Abstract:
The Ordos Basin is an important unconventional oil and gas production area in China. The Yanchang Formation Chang 7 reservoir is rich in shale oil and has great potential for exploration and development. Reservoir geomechanics evaluation is critical for guiding and realizing the efficient development of shale oil in Ordos Basin. Identifying the geomechanical characteristics of Chang 7 shale oil reservoir and establishing a quantitative prediction model are important bases for supporting reservoir fracturability evaluation and sweet spot interval optimization. In this study, typical Chang 7 reservoir core samples in southern Ordos Basin were collected, and geomechanical parameters such as elastic modulus, Poisson's ratio, present-day in-situ stresses were experimentally determined.

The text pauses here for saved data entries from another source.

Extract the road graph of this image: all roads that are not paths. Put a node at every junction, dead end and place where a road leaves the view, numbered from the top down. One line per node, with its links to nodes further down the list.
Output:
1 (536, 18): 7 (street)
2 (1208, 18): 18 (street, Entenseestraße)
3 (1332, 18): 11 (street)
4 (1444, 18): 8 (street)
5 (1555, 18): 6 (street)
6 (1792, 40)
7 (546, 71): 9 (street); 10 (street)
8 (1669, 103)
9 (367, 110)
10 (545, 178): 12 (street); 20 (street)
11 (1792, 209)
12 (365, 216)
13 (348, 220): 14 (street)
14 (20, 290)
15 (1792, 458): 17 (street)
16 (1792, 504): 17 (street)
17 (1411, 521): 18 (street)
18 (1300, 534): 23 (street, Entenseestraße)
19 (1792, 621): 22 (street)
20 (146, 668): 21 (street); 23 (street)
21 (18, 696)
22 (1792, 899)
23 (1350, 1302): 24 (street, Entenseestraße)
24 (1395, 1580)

Further, a geomechanical parameter prediction model based on logging data was constructed with the BP neural network to achieve quantitative evaluation of geomechanical parameters and fracturability in the Yanchang Formation Chang 7 shale oil reservoir. The results show that: 1) the reservoir geomechanical parameter prediction model based on BP neural network has high accuracy, and the error between prediction results and measured values is small; 2) the key geomechanical parameters of Chang 7 shale oil reservoir are heterogeneous, elastic modulus is between 16.26 and 59.12 GPa, fracture toughness is between 0.2~1.2 MPa·m
0.5, the horizontal maximum principal stress and the horizontal minimum principal stress are between 20 and 43 MPa, 12 and 38 MPa, respectively; 3) the Chang 7 shale oil fracturability evaluation index F based on reservoir geomechanical parameters is constructed, and the reservoir grades are divided. According to the classification, the reservoirs are divided into four levels: Class I reservoirs F>2.00, Class II reservoirs 2.00>F>1.50, Class III reservoirs 1.50>F>0.10, and Class IV reservoirs F<1.00. The research results can provide scientific guidance for reservoir fracturing optimization design.